Y llegamos a tierras griegas, a Patras, puerto griego del norte de la Península del Peloponeso; tomo un bus rumbo al sur, y después de unas horas –previa escala en Pyrgos-, arribo a Olimpia. Es sorprendente descubrir como un pueblito de escasas mil personas, puede albergar uno de los tesoros más grandes del mundo occidental: la tierra de los Juegos Olímpicos, iniciados en el 776 a.C. A pocos metros de la parada del bus se encuentra el sitio arqueológico; antes de ingresar, visito los dos museos que lo rodean; el museo arqueológico, que preserva las esculturas del santuario; y el museo de las Olimpiadas, inaugurado después de los Juegos Olímpicos de Atenas (2004). La contextualización fue fundamental, y al final del recorrido me doy cuenta que bien valió la pena recorrerlos; ahora, estoy listo para emprender el viaje al pasado mágico de los griegos.
Pero, ¿qué pasó acá?, me pregunto al ingresar, ¿acaso pusieron una bomba atómica? Y es cierto; lo que veo a mi derecha son los restos del Gimnasio, donde los antiguos griegos se entrenaban para participar en las carreras, el lanzamiento del disco o la jabalina. Desafortunadamente, de aquél gran edificio, sólo alcanzo a ver un conjunto de pilastras desbaratadas, tallos de concreto mutilados por la espada del tiempo. Una lástima.

Desalentado por el estado calamitoso del gimnasio, decido seguir adelante; luego de avanzar unos cuantos metros, elevo la mirada y descubro a la izquierda el Felipión. Me maravillo ante la perfección de su base circular, suspiro al percibir el coraje con el que se sostienen, todavía, tres de sus columnas jónicas: clásicas, invencibles, capaces de capturar la atención de cualquier ser vivo.

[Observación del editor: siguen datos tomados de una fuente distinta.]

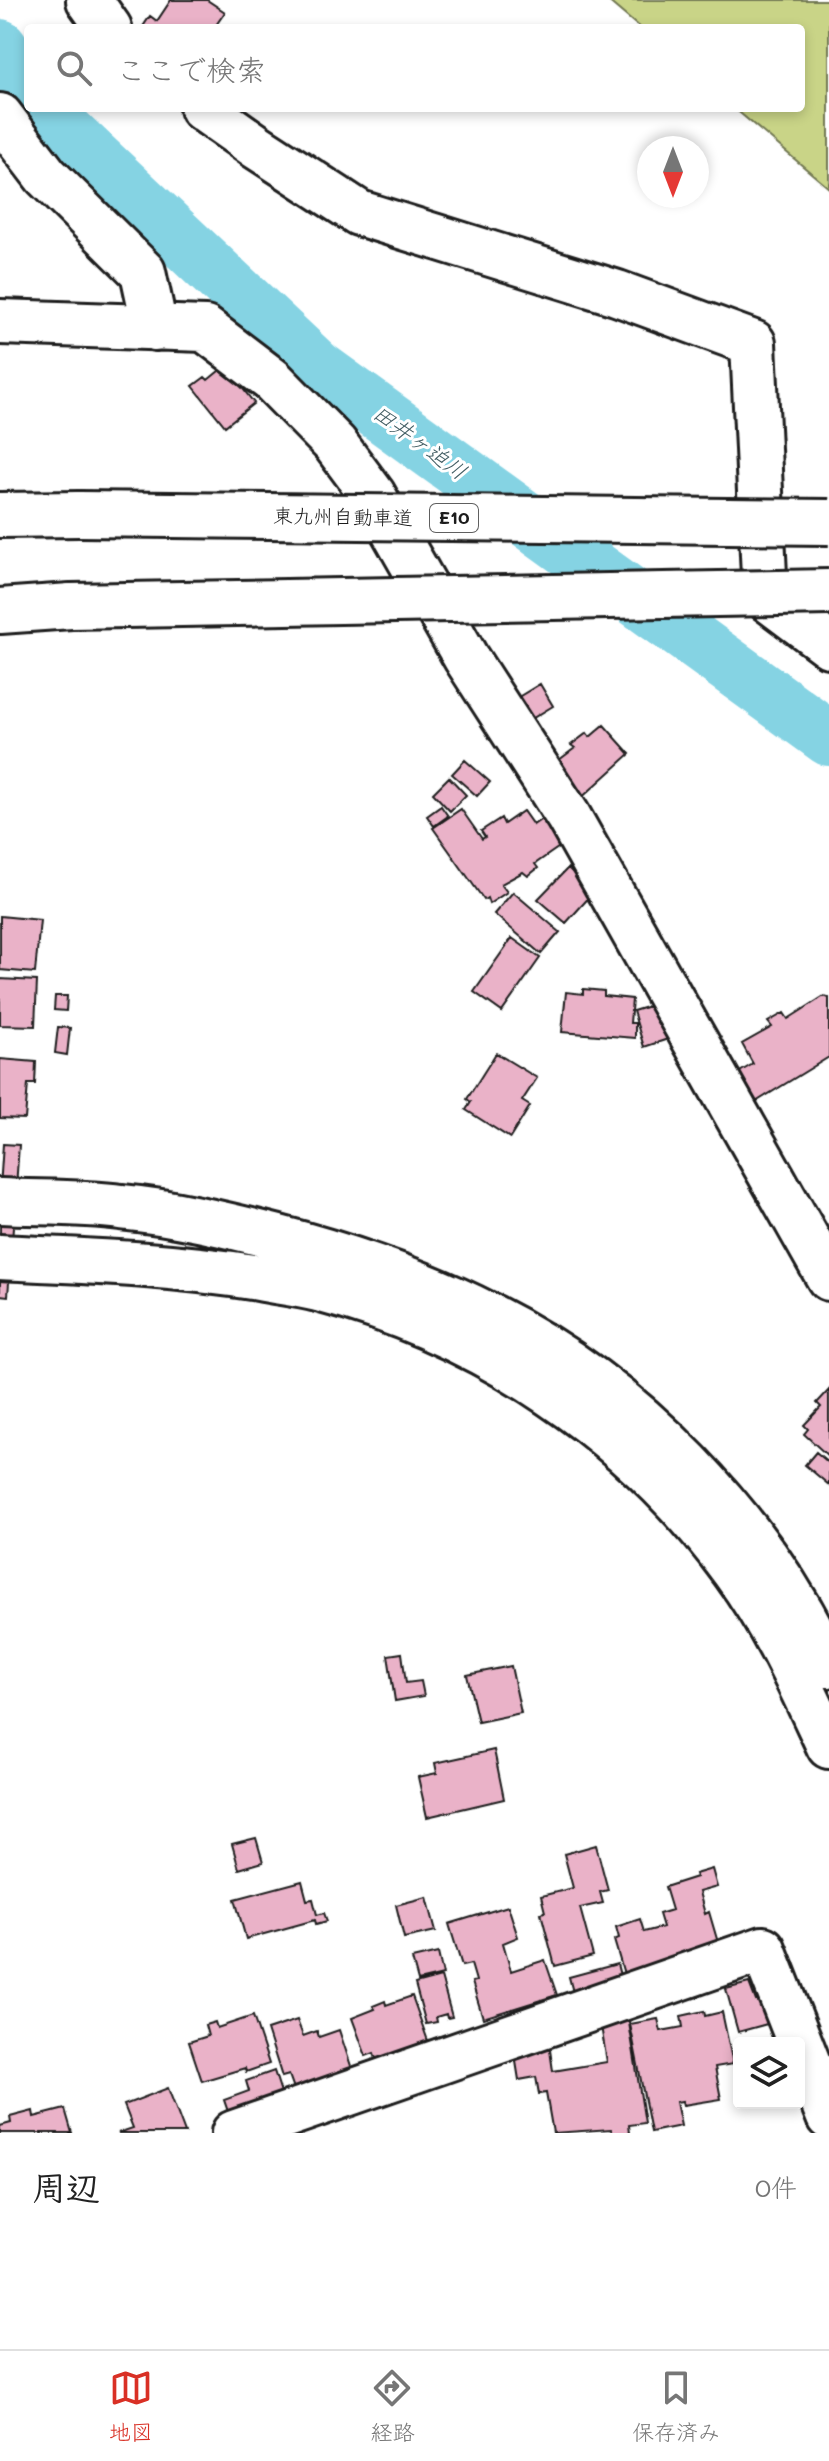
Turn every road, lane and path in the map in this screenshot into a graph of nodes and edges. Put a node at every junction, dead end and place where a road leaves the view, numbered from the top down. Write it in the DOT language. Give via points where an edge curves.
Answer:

Mientras las examino, siento como la brisa acaricia mis oídos, la naturaleza parece decirme algo, ¿estará murmurando un presagio?, ¿serán las voces de los dioses?, ¿Apolo me querrá decir algo, o bien su hermana Artemisa, o acaso Hera? No; locuras mías que se me ocurren en Olimpia. Continúo recorriendo esta tierra, sagrada para los antiguos griegos durante más de mil años, profanada por los romanos - en el siglo IV d.C.-, quienes, fieles a su nuevo credo (el cristianismo), no sólo prohibieron los juegos por su “oscuro” paganismo, sino que devastaron las estatuas y templos, los ritos y tradiciones de toda una era.

Lo que sí es cierto es que de la magia de Olimpia, nada queda. Sólo ruinas. Ruinas tristes es todo lo que veo. Pero a pesar del desolado panorama, no puedo dejar de visitar el templo más importante: el del omnipresente Zeus, dios de dioses, líder del Olimpo heleno. De no haber seguido la buena señalización del complejo, no habría podido dar con él. Cuando lo encuentro, me detengo de golpe, trago saliva al observar cientos de bloques de piedra desperdigados. ¿Y el templo? ¿Y la estatua de Zeus, dónde está? La figura del dios ya no existe, las columnatas dóricas se han reducido a su tercera parte y el colosal frontón es ahora un conjunto de piedras, incoherentes unas con otras.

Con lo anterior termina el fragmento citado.